Work required:
Answer with a number only: how many lines of the data contain "dead"?

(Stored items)
■ ■ ■
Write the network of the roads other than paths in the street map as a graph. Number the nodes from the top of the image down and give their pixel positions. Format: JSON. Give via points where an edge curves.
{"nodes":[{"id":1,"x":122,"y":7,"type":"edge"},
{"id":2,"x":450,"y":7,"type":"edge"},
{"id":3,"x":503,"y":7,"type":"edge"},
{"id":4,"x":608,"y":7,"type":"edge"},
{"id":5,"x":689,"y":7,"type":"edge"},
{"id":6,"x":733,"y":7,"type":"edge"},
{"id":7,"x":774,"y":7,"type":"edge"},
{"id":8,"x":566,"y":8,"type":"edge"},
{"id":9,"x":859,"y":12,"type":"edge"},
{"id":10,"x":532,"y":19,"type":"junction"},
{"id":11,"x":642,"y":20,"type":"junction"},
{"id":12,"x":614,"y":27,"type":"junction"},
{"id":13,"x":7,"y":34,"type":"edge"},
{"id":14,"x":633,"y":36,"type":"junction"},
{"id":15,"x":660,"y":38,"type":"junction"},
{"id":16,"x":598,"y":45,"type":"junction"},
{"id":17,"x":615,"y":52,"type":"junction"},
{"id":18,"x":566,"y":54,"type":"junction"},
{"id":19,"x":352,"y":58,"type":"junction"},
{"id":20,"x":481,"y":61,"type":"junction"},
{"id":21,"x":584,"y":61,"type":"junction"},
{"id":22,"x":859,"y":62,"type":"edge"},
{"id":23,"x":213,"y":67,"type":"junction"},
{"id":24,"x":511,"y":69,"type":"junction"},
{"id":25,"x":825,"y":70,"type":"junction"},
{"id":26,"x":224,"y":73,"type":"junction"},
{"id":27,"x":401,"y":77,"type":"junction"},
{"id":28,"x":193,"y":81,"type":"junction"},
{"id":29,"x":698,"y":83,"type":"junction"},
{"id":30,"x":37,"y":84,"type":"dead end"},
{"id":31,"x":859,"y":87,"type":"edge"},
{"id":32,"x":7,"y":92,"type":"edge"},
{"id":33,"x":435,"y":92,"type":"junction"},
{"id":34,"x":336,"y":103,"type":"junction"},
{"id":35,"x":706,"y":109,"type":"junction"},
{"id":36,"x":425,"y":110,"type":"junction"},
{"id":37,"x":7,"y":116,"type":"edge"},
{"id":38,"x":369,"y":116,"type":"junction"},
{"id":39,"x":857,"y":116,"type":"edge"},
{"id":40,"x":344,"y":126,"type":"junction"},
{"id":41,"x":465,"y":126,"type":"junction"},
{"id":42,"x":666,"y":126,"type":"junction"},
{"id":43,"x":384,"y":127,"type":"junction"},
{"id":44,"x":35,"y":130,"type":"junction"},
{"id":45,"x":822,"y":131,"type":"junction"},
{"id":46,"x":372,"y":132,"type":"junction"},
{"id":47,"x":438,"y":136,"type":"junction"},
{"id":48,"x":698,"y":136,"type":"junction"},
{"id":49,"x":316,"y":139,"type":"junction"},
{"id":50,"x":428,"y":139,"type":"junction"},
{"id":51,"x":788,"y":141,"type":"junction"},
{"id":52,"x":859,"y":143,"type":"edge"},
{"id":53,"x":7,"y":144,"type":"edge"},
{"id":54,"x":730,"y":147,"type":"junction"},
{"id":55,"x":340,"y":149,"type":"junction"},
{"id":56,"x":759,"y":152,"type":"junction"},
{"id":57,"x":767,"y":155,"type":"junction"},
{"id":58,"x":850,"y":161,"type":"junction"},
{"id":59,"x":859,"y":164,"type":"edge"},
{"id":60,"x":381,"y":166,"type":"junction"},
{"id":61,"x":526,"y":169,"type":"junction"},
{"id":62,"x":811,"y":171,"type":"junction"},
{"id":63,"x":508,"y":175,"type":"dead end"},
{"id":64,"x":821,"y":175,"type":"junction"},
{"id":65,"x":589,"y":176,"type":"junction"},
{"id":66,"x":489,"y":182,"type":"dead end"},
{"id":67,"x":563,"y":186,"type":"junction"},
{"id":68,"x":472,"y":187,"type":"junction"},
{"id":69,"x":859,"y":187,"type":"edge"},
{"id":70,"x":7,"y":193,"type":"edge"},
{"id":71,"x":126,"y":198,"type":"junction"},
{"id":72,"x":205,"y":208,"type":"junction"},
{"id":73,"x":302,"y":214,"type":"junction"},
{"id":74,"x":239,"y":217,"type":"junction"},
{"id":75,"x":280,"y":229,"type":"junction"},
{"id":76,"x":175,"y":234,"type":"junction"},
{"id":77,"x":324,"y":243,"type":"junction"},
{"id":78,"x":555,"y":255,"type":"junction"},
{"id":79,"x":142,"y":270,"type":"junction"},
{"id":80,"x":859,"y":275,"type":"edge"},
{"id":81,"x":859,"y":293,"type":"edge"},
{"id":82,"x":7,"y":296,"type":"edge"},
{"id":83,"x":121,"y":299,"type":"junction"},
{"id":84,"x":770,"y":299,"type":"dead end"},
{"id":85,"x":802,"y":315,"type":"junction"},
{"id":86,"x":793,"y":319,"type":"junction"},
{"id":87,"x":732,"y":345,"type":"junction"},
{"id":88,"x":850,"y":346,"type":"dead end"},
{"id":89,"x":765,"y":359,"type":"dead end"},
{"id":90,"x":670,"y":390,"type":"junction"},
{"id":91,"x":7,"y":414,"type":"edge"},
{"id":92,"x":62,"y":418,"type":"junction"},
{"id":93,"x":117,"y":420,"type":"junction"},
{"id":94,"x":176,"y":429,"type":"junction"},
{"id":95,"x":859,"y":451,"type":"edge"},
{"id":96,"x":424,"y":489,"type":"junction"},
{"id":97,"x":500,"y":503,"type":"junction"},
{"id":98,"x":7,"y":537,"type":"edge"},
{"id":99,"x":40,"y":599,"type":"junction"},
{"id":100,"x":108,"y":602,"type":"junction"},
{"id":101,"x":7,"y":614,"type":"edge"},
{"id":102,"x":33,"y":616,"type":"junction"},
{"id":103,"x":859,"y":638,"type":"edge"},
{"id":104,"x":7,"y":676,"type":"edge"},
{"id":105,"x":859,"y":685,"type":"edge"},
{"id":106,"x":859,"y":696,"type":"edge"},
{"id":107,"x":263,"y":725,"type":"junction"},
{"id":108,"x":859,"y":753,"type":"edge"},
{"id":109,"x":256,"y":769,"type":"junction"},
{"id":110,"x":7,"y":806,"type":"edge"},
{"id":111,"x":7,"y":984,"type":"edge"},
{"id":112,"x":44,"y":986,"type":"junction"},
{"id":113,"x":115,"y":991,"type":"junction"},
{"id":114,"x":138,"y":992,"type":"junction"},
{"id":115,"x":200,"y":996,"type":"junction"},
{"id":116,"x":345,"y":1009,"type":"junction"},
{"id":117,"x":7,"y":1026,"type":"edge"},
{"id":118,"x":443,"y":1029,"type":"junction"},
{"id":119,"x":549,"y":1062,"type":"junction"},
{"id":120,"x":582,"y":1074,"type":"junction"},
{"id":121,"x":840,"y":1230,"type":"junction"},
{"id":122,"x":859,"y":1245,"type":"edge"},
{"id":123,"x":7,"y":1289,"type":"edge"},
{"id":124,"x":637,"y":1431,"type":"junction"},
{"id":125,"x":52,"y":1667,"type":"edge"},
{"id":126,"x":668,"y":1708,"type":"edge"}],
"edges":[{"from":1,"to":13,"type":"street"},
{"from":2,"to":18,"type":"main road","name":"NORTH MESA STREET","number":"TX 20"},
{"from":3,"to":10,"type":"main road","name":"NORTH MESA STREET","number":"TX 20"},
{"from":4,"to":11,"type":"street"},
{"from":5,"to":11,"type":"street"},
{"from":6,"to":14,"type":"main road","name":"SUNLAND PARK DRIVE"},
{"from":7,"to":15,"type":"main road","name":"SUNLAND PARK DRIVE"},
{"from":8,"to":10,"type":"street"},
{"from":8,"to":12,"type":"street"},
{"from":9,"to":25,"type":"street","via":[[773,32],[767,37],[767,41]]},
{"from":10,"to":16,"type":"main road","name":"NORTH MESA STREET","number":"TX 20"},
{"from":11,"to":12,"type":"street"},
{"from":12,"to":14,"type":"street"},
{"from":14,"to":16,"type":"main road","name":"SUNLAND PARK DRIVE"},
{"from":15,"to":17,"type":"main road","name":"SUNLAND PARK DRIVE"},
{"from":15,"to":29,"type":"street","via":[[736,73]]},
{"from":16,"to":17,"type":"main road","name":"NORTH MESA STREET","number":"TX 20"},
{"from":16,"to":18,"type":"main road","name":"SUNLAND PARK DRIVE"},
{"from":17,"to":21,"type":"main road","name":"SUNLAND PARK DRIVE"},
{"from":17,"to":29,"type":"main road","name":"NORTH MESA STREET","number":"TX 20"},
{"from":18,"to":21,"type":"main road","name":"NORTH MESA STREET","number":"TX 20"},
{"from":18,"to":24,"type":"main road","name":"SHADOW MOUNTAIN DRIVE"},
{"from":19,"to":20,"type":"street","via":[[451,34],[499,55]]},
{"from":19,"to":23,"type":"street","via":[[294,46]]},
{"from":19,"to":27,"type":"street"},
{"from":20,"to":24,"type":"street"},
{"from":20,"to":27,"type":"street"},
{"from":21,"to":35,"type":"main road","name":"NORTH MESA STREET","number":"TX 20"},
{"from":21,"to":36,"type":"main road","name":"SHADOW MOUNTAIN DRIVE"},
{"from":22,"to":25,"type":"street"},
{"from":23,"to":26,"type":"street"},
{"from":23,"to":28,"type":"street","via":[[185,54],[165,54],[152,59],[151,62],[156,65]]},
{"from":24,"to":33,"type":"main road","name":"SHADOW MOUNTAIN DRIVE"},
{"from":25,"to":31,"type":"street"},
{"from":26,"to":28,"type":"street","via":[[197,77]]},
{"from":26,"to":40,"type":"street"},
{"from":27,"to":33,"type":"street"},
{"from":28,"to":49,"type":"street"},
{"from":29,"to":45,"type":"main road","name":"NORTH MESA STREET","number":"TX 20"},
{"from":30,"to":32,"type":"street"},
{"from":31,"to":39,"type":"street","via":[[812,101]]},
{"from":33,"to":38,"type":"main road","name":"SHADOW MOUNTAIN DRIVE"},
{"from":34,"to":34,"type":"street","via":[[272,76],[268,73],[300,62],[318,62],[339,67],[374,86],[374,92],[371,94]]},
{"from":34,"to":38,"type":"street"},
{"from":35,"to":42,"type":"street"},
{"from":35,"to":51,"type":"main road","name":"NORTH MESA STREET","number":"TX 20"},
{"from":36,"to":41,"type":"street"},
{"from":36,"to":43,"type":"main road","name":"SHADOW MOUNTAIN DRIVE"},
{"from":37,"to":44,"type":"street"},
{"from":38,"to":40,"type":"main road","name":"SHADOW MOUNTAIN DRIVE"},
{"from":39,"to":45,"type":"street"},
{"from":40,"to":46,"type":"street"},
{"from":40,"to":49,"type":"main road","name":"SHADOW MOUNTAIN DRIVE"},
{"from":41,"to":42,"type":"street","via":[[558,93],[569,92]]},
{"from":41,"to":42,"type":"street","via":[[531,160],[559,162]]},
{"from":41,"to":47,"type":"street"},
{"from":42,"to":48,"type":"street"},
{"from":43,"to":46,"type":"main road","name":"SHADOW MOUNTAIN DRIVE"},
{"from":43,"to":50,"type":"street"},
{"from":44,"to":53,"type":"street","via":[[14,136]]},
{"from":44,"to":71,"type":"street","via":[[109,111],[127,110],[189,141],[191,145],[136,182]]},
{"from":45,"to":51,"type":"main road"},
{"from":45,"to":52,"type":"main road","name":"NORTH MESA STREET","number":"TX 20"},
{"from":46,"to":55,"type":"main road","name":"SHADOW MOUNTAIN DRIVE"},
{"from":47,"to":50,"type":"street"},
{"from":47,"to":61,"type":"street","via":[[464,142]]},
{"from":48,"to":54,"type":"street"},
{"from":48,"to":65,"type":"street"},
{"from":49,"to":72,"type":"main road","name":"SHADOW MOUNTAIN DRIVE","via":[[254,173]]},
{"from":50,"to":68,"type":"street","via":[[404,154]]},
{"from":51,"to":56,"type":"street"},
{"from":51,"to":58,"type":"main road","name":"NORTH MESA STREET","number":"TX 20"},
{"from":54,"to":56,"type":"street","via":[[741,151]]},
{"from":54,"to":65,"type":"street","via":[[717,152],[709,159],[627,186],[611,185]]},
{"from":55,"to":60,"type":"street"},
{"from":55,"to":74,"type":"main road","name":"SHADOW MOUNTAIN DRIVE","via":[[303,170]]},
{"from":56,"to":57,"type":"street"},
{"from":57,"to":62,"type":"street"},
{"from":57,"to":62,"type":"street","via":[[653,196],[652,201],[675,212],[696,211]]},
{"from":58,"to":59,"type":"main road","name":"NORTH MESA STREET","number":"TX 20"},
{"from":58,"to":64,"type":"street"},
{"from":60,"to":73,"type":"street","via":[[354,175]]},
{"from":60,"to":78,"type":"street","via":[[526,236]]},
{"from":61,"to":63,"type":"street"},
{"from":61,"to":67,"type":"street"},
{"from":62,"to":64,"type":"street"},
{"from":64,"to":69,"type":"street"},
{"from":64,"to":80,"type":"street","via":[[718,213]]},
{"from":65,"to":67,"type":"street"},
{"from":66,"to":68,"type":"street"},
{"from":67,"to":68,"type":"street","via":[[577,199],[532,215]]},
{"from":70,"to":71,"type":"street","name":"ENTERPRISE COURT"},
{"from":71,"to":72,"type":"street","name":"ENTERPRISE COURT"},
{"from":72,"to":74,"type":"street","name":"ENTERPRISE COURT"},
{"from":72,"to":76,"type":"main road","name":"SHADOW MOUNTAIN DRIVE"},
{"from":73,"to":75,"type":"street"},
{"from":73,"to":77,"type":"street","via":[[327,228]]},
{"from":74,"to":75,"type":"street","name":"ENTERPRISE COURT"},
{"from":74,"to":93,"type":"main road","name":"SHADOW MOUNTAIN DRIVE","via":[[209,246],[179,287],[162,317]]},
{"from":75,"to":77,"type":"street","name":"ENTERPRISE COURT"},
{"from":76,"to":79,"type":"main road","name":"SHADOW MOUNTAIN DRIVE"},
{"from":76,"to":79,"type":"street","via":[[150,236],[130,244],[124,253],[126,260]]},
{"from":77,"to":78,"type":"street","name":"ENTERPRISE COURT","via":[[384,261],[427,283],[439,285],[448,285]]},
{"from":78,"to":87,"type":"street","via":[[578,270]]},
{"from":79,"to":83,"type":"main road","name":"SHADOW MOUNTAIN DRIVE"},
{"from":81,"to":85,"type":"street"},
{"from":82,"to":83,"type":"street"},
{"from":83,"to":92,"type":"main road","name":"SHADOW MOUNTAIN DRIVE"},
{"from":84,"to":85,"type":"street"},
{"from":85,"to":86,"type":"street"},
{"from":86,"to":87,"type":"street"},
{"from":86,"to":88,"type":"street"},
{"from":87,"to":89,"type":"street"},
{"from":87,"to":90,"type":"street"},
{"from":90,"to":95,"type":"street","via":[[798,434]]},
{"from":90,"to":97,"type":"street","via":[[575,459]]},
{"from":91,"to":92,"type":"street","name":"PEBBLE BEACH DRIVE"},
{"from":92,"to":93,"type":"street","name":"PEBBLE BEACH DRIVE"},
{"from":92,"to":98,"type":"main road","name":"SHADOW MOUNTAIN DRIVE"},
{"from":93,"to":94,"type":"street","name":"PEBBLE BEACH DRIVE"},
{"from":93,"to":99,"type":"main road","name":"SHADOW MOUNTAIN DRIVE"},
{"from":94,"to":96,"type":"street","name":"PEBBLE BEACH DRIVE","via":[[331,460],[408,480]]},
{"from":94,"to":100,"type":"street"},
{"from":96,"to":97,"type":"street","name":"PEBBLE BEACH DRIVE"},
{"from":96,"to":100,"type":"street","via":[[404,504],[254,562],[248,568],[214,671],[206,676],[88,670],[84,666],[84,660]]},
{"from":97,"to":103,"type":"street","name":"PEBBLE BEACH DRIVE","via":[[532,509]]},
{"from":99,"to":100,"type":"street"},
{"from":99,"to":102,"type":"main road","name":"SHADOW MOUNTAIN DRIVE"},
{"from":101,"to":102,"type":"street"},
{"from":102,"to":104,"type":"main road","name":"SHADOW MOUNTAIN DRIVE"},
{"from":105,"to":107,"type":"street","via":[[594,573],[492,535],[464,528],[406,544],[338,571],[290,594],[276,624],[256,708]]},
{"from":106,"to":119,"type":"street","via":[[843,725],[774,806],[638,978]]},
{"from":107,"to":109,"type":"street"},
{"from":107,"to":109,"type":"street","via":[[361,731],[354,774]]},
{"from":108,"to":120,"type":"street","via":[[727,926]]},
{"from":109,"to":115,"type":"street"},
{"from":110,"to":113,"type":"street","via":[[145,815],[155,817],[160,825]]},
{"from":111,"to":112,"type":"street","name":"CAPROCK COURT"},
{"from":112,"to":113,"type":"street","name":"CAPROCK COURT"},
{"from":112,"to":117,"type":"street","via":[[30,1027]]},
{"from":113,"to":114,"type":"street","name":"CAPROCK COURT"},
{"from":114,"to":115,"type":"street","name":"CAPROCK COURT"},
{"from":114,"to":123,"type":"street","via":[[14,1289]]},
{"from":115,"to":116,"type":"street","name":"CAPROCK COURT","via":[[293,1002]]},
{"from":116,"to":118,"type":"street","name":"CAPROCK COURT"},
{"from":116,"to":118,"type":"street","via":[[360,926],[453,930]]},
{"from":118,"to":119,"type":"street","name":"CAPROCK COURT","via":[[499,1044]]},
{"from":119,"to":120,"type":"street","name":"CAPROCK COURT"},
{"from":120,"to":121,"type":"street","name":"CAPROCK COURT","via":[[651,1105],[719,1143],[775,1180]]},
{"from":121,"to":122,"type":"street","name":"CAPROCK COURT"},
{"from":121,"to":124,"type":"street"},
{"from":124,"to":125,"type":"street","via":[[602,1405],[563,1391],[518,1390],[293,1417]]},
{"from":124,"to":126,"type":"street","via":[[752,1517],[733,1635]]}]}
■ ■ ■
Response to this task:
6